Après deux ans passés à photographier au plus près des lignes de front, Mark Neville ne peut que constater l’enlisement de la guerre en Ukraine. Devant son objectif, les visages des civils dans leur maison en partie détruite ou dans les rues de leur village anciennement occupé par l’armée russe racontent l’épuisement et l’angoisse. Nombreux sont ceux qui doivent suivre des traitements médicamenteux pour tenir.

« Tout le monde finit par tomber malade, physiquement et psychologiquement », souligne le documentariste britannique de 58 ans, qui vit à Kiev, la capitale ukrainienne, depuis 2020. Les bombardements quotidiens depuis l’invasion russe du 24 février 2022, les dizaines de milliers de morts et les aléas du soutien international n’aident pas. « Combien de temps cela peut-il encore durer ? », s’interroge Mark Neville.

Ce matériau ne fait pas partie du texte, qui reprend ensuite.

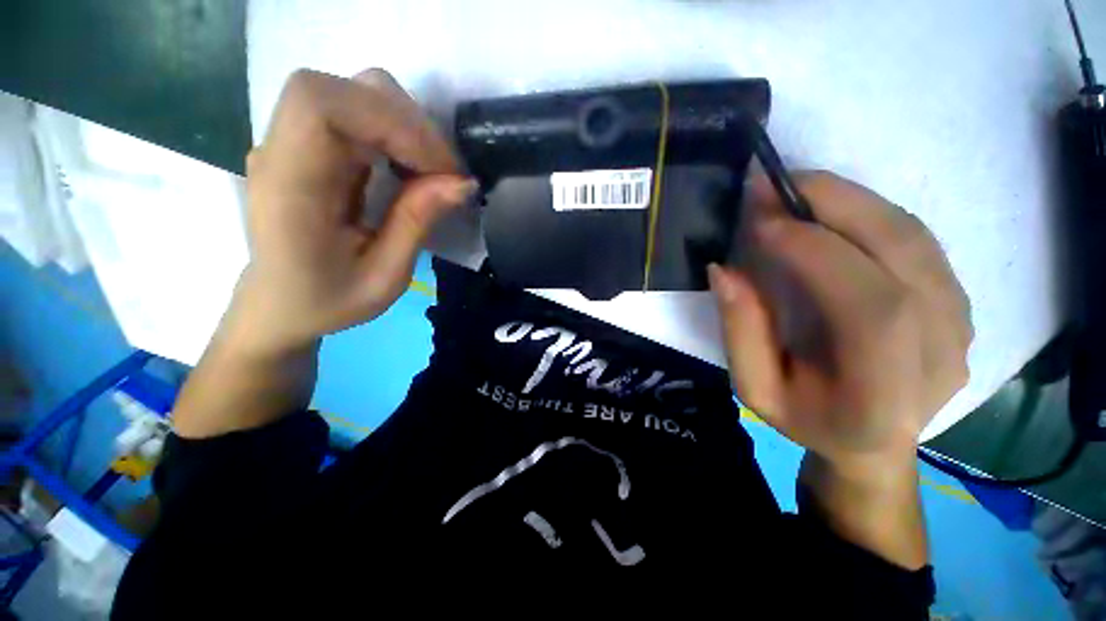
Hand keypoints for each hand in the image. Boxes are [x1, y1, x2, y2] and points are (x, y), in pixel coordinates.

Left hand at [227, 68, 474, 356]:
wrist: (281, 304)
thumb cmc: (328, 300)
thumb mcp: (384, 277)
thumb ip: (417, 224)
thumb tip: (462, 183)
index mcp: (289, 189)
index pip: (320, 105)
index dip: (390, 121)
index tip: (438, 168)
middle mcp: (280, 151)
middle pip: (340, 90)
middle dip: (407, 123)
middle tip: (445, 172)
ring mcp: (290, 142)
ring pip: (351, 94)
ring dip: (405, 126)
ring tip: (432, 171)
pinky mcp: (308, 145)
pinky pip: (356, 114)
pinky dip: (395, 133)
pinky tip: (410, 167)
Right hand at [709, 172, 971, 471]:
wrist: (873, 443)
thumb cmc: (807, 420)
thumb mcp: (755, 389)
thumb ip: (741, 332)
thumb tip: (724, 269)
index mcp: (885, 395)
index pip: (870, 306)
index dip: (814, 251)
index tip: (761, 220)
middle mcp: (942, 353)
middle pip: (904, 255)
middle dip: (835, 204)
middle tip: (776, 181)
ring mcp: (960, 322)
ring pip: (913, 236)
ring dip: (851, 200)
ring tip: (796, 189)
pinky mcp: (957, 301)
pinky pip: (916, 240)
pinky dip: (869, 213)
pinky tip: (830, 212)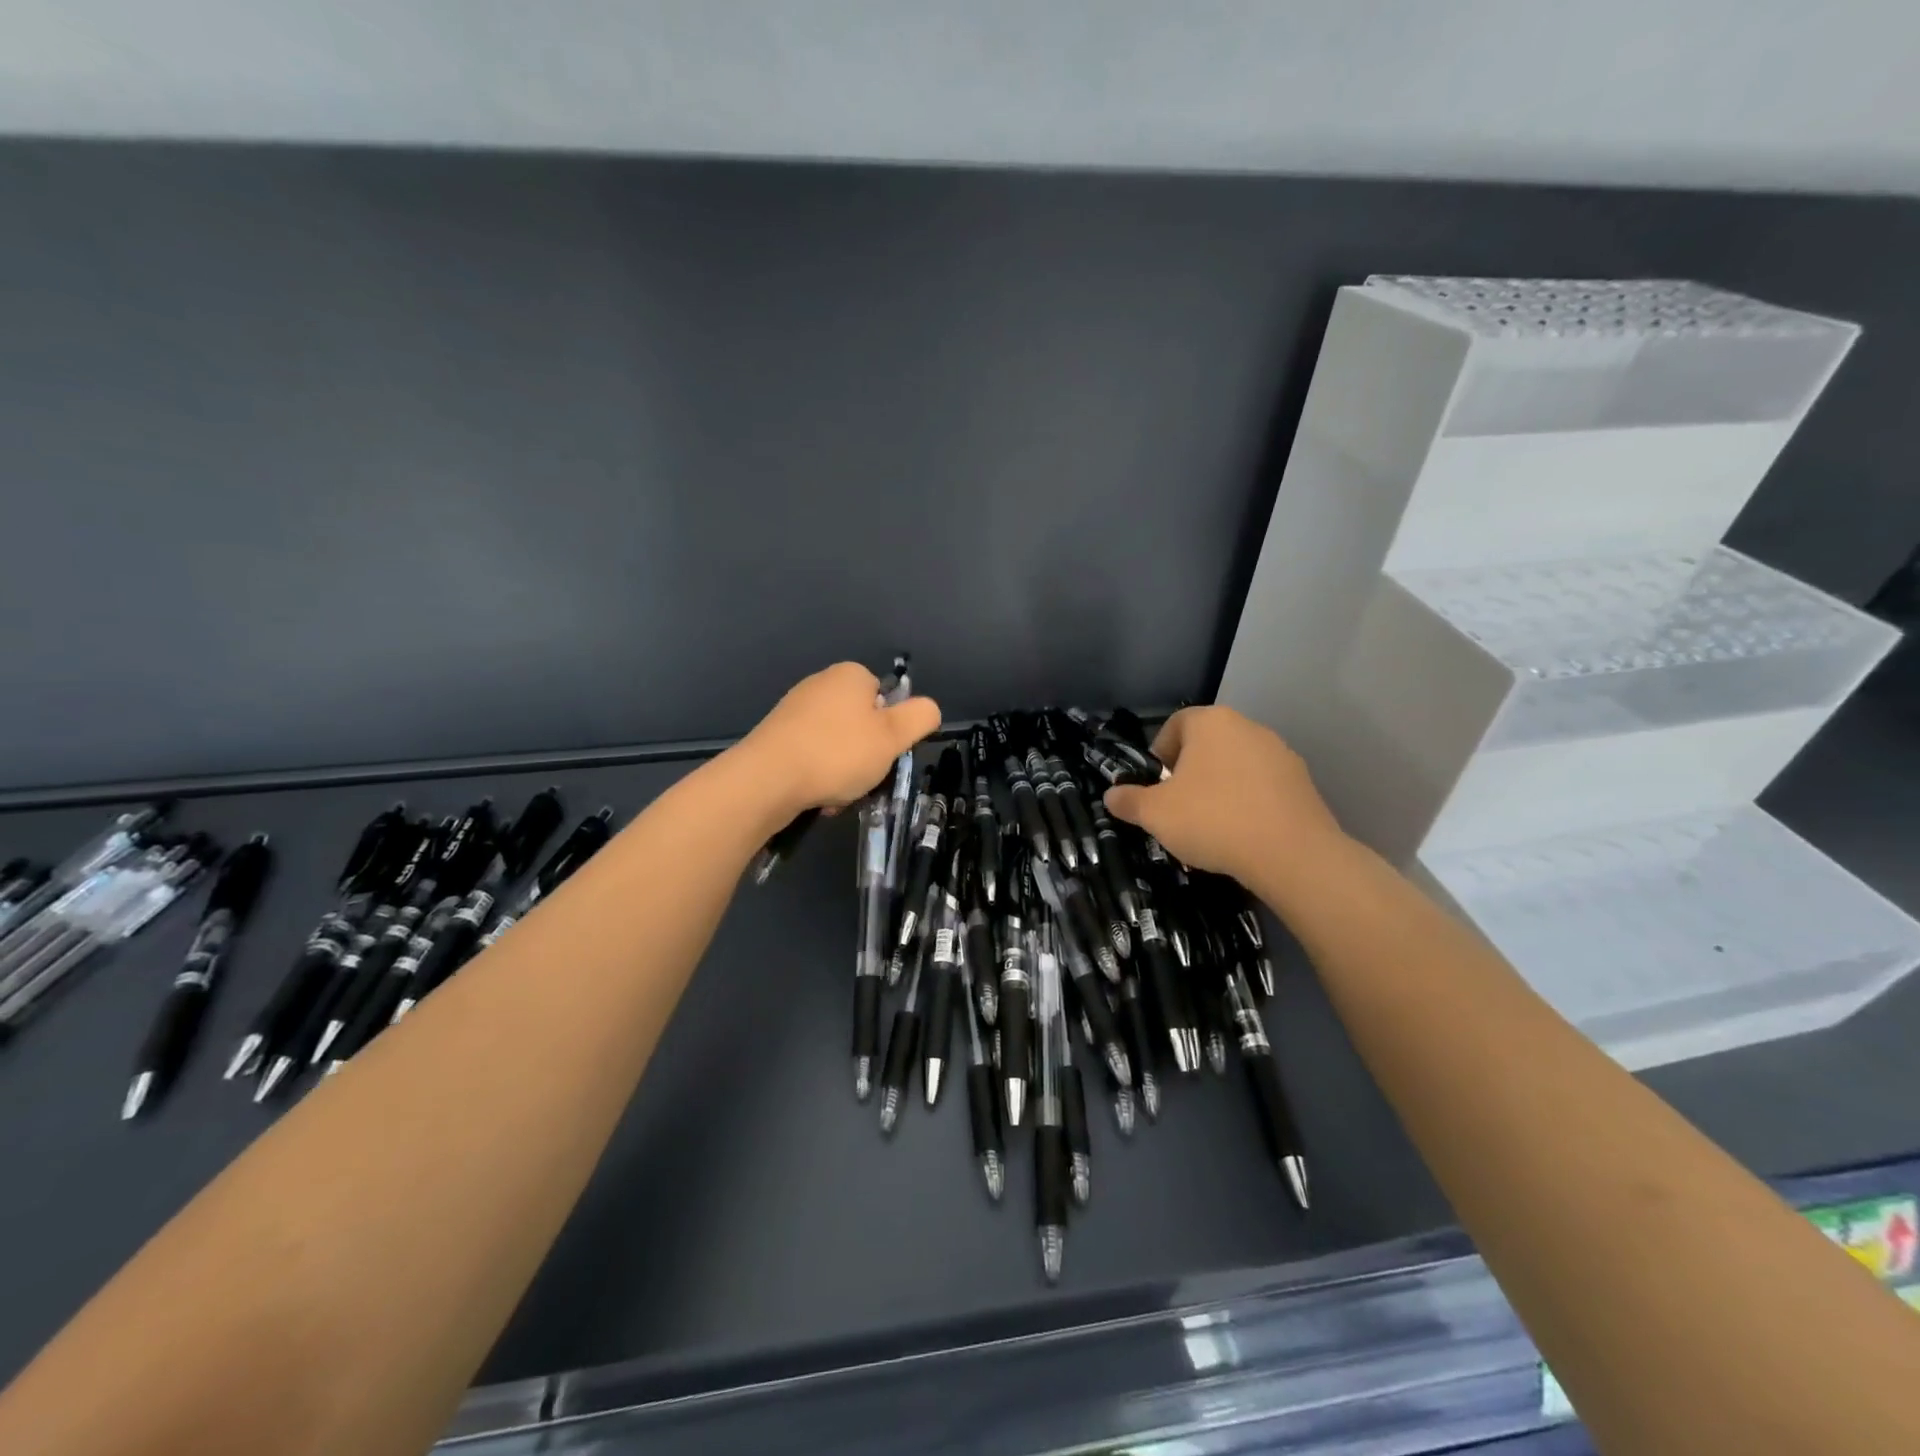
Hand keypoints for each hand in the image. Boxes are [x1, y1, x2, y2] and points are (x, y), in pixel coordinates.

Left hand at [739, 662, 941, 816]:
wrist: (766, 780)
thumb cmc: (838, 753)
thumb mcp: (894, 736)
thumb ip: (920, 717)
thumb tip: (929, 708)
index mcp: (850, 675)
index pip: (886, 698)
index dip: (891, 729)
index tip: (885, 754)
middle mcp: (821, 684)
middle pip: (861, 723)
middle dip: (867, 755)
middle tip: (864, 778)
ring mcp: (794, 710)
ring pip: (837, 745)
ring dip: (844, 771)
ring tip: (838, 794)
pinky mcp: (776, 737)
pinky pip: (812, 756)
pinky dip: (819, 776)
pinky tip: (816, 797)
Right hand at [1103, 707, 1346, 889]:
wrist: (1291, 854)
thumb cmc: (1213, 820)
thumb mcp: (1155, 814)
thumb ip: (1129, 801)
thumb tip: (1111, 796)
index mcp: (1211, 722)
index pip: (1175, 725)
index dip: (1159, 753)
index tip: (1156, 786)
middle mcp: (1248, 727)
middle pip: (1208, 743)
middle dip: (1190, 771)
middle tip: (1178, 806)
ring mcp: (1280, 753)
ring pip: (1237, 764)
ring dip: (1221, 786)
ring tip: (1212, 823)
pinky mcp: (1303, 781)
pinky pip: (1263, 785)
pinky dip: (1249, 801)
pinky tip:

Cette lassitude, le photographe la raconte, avec des textes et des photos, dans son livre Diary of an Aid Worker (« journal d’un travailleur humanitaire »), à paraître cet été. Un ouvrage dans lequel il propose également plusieurs pistes d’aide psychologique partout en Ukraine : des contacts de psychiatres, des adresses d’établissements médicaux, ainsi que de courts entretiens avec des civils ukrainiens, afin de lever le tabou sur la maladie mentale encore présent dans le pays. En parallèle, Mark Neville prévoit d’envoyer son livre à des personnalités qui pourraient, selon lui, peser sur le déroulement du conflit. Des « hommes et femmes politiques de tous les partis », comme la maire de Paris, Anne Hidalgo, précise-t-il.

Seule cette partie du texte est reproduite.